EXERCISE INPUT:
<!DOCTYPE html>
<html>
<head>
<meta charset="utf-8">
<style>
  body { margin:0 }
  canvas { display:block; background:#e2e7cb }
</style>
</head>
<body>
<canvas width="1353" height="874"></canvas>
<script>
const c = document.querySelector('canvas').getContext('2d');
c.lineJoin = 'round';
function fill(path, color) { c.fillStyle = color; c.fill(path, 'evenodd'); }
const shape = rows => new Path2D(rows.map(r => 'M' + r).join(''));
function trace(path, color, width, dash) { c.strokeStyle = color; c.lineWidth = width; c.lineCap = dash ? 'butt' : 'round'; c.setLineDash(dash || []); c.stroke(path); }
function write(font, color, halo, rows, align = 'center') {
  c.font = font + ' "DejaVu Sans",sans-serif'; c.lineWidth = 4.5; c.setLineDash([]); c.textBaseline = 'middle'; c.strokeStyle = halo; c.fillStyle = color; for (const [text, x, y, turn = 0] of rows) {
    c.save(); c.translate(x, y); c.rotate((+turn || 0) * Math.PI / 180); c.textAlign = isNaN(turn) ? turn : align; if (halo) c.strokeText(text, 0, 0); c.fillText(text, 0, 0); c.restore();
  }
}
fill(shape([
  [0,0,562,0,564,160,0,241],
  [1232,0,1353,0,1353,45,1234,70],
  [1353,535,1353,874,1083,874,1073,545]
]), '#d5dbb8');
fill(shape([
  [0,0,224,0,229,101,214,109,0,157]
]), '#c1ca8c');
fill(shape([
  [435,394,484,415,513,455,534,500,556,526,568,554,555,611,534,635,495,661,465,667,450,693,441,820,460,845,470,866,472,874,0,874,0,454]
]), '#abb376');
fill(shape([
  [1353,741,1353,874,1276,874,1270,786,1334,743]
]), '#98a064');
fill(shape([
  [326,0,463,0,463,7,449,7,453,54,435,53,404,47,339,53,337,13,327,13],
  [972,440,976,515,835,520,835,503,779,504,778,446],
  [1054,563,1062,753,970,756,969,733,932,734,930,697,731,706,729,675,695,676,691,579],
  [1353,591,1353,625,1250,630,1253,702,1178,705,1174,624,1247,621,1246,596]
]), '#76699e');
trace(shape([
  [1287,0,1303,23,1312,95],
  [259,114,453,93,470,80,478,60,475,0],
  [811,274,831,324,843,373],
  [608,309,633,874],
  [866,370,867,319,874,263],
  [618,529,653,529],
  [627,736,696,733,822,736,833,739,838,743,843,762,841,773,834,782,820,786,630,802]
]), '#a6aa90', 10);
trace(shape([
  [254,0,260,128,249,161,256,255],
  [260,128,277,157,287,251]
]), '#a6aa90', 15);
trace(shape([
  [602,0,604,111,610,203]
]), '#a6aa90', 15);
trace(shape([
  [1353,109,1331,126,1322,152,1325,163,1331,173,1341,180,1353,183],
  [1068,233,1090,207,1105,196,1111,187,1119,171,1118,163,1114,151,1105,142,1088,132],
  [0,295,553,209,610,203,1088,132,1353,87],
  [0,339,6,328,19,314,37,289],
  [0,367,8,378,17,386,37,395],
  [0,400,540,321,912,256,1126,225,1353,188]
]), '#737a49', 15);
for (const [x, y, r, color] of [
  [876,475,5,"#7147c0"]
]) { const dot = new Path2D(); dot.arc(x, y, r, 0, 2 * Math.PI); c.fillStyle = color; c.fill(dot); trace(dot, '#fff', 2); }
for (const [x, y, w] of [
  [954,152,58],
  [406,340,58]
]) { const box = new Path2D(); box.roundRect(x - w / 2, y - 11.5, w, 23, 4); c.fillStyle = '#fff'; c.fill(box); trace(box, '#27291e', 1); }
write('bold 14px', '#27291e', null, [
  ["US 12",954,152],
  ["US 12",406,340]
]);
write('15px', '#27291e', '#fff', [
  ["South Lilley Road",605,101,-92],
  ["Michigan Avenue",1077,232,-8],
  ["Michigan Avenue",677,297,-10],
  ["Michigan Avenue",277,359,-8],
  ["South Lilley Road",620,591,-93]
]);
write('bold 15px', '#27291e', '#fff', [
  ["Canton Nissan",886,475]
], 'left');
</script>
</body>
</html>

WORK TASK:
Repeat, word for word, the lines above between the line holding "for (const [x, y, r, color]" and the line holding "2 * Math.PI);", inclusive; omit everything else.

ANSWER TO THIS TASK:
for (const [x, y, r, color] of [
  [876,475,5,"#7147c0"]
]) { const dot = new Path2D(); dot.arc(x, y, r, 0, 2 * Math.PI); c.fillStyle = color; c.fill(dot); trace(dot, '#fff', 2); }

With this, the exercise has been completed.